Motivation, plaisir et gratification
Quand les choses ne tournent pas rond en classe, il est trop facile de jeter le blâme sur les élèves. Avant de condamner ces derniers, ou la négligence de leurs parents, l’enseignant doit d’abord se demander s’il n’est pas en partie responsable de ses déboires. En ce qui me concerne, je réalise que j’aurais pu faire mieux. Cela n’absout pas entièrement les élèves, qui ont eux aussi leurs responsabilités, mais c’est un exercice d’analyse professionnelle qui contribue à améliorer ma pratique. À ce sujet, la théorie de la motivation scolaire me sert régulièrement. …
L’auteur qui m’a le plus influencé au regard de la motivation scolaire est Rolland Viau. Je retiens surtout les variables qui influencent l’apprentissage scolaire (variables relatives à l’apprenant, la famille, l’enseignant, l’institution, et la société) et son modèle de la motivation scolaire (cliquer sur l’image ci-dessous pour l’agrandir) qui repose essentiellement sur trois déterminants perceptuels : la valeur de la tâche, la compétence individuelle, et le degré de contrôlabilité sur la tâche. Ces notions me guident tous les jours.

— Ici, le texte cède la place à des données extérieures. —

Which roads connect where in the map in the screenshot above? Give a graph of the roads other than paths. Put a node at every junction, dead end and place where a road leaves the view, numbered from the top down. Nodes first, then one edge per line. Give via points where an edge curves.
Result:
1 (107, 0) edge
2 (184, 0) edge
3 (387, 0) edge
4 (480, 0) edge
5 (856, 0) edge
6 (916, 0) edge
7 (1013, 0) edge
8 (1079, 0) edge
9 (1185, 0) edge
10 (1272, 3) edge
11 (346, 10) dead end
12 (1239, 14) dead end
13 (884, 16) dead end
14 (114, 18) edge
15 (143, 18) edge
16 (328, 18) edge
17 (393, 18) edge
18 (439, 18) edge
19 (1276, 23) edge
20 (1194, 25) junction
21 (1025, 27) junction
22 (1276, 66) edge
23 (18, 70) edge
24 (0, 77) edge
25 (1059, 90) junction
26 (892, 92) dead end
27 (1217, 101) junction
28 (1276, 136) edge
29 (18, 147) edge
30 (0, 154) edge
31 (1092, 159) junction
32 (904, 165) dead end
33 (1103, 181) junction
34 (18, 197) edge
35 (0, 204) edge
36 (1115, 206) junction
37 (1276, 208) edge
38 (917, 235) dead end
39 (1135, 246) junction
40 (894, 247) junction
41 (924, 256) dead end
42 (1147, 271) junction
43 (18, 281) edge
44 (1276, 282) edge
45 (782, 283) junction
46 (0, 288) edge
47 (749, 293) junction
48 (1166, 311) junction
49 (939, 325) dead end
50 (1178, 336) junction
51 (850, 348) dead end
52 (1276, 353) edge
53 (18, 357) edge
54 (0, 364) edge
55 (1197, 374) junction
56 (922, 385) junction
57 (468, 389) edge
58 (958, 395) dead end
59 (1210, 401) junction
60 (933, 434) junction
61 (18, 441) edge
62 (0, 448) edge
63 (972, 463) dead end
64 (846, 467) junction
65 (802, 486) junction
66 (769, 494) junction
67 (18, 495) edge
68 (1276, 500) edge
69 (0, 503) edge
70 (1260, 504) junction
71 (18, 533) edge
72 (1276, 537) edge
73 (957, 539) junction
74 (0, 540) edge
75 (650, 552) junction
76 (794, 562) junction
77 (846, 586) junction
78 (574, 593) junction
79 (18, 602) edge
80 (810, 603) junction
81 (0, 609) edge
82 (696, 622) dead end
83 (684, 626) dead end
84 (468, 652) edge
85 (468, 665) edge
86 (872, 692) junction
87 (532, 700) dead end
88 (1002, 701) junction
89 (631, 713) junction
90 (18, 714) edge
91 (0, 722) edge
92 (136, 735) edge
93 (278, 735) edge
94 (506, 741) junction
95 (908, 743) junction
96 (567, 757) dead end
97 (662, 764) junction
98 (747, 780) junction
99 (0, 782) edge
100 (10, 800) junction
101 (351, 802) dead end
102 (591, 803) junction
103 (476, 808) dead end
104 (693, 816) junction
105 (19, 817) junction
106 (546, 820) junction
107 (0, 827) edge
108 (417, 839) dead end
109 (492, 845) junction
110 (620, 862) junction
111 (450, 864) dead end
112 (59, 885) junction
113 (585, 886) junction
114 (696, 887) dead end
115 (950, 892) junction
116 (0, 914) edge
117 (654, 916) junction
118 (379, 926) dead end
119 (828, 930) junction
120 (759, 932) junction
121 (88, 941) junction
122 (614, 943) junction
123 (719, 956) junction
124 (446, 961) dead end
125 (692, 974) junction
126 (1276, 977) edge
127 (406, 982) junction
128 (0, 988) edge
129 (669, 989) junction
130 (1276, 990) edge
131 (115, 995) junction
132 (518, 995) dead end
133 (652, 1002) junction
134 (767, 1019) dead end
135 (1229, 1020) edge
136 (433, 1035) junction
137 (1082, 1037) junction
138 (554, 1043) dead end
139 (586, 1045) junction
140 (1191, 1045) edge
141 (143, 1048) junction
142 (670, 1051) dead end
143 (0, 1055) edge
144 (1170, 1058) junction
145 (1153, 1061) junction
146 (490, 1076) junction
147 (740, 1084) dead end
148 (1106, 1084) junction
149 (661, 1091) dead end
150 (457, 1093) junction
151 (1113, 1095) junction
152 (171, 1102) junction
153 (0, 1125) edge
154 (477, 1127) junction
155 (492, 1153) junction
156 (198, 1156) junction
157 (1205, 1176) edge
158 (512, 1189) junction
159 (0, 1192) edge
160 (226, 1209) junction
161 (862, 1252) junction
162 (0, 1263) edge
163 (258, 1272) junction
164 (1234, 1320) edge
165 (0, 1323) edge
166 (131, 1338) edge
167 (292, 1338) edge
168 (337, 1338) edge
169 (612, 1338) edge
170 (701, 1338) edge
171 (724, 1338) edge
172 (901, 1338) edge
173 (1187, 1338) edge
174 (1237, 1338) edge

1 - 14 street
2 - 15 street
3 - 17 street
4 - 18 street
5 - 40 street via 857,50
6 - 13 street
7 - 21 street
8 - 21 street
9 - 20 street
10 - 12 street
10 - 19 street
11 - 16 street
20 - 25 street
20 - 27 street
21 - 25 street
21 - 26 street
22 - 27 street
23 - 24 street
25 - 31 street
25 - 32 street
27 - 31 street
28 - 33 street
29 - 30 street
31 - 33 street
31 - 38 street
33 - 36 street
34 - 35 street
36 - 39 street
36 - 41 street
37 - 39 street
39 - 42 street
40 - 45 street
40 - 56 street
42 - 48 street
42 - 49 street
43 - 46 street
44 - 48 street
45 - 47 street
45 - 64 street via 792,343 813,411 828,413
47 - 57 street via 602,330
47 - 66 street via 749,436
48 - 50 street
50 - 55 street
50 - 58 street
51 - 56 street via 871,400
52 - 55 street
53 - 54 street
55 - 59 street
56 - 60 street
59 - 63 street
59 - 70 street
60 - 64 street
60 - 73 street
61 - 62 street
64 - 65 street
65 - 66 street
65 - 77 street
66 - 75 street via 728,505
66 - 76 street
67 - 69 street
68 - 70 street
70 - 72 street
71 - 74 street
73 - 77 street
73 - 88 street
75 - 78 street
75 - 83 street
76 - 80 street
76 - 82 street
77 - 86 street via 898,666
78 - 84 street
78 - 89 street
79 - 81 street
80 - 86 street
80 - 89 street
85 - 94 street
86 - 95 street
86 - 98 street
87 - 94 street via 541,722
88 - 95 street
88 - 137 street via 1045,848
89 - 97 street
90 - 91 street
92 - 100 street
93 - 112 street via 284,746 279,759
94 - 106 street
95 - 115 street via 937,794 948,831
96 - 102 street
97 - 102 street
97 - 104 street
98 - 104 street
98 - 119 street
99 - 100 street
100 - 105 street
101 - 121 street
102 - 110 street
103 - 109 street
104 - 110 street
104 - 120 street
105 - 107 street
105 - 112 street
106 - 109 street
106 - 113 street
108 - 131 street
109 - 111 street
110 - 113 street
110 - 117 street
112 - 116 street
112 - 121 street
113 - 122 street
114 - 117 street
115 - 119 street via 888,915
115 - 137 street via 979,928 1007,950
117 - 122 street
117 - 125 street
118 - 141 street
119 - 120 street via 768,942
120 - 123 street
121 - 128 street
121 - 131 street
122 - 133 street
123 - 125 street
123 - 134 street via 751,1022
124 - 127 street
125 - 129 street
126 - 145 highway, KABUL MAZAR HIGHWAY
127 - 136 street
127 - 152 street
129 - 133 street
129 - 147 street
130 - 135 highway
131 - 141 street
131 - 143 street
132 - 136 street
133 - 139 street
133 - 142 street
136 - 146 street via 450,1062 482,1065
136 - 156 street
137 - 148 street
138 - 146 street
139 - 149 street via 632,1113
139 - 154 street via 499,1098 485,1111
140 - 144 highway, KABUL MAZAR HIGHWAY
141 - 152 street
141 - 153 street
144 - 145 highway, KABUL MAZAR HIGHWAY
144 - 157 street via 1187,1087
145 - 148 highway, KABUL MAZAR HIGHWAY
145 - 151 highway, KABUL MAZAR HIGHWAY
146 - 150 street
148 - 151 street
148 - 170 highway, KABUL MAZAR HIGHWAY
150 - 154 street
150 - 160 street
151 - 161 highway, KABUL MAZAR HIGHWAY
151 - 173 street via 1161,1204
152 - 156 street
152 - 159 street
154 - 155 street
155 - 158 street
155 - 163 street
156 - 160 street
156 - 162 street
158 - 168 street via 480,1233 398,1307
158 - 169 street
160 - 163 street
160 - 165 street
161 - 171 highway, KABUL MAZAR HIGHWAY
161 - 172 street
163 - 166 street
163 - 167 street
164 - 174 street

Néanmoins, il m’a toujours semblé qu’un déterminant était absent du modèle de Viau. Ce qui m’a amené à remettre le modèle en question est le fait que je réussissais à motiver tous les élèves à participer à une activité sans égard à la valeur de la tâche ou à la contrôlabilité — par exemple quand je jouais à Simon Says (Jean dit) avec les élèves du primaire. Il m’est apparu, alors, que la perception de plaisir était un déterminant extrêmement puissant. Cette intuition est confirmée, depuis quelque temps, grâce à tout l’intérêt qui est porté au jeu en tant que moyen d’apprentissage. Par conséquent, je m’inspire maintenant de quatre facteurs pour motiver les élèves.
La perception de plaisir, toutefois, n’est pas une condition nécessaire à la motivation, quoiqu’elle possède l’avantage de pouvoir se substituer aux autres. Peut-être est-ce parce qu’elle est émotionnelle, tandis que les trois autres sont plus rationnelles. En soi, le plaisir a une portée universelle qui répond à un penchant naturel et instinctif.
À ce propos, Kathy Sierra nous signale que la gratification est plus efficace quand elle est distribuée à petite dose. Je retiens surtout ce petit bijou : « Intermittent, unexpected treats are more powerful than regurlarly scheduled expected treats. » Allez… ce n’est pas si difficile : un sourire par-ci, un compliment par-là, une surprise de temps à autre, et, pourquoi pas, un jeu pour égayer l’atmosphère.
Tout ça me rappelle à quel point j’ai bûché à l’école quand elle était sous la gouverne des religieux. L’apprentissage y était une chose extrêmement sérieuse. À croire que tout plaisir était synonyme de péché. Tâchons au moins d’épargner cette grisaille aux jeunes d’aujourd’hui.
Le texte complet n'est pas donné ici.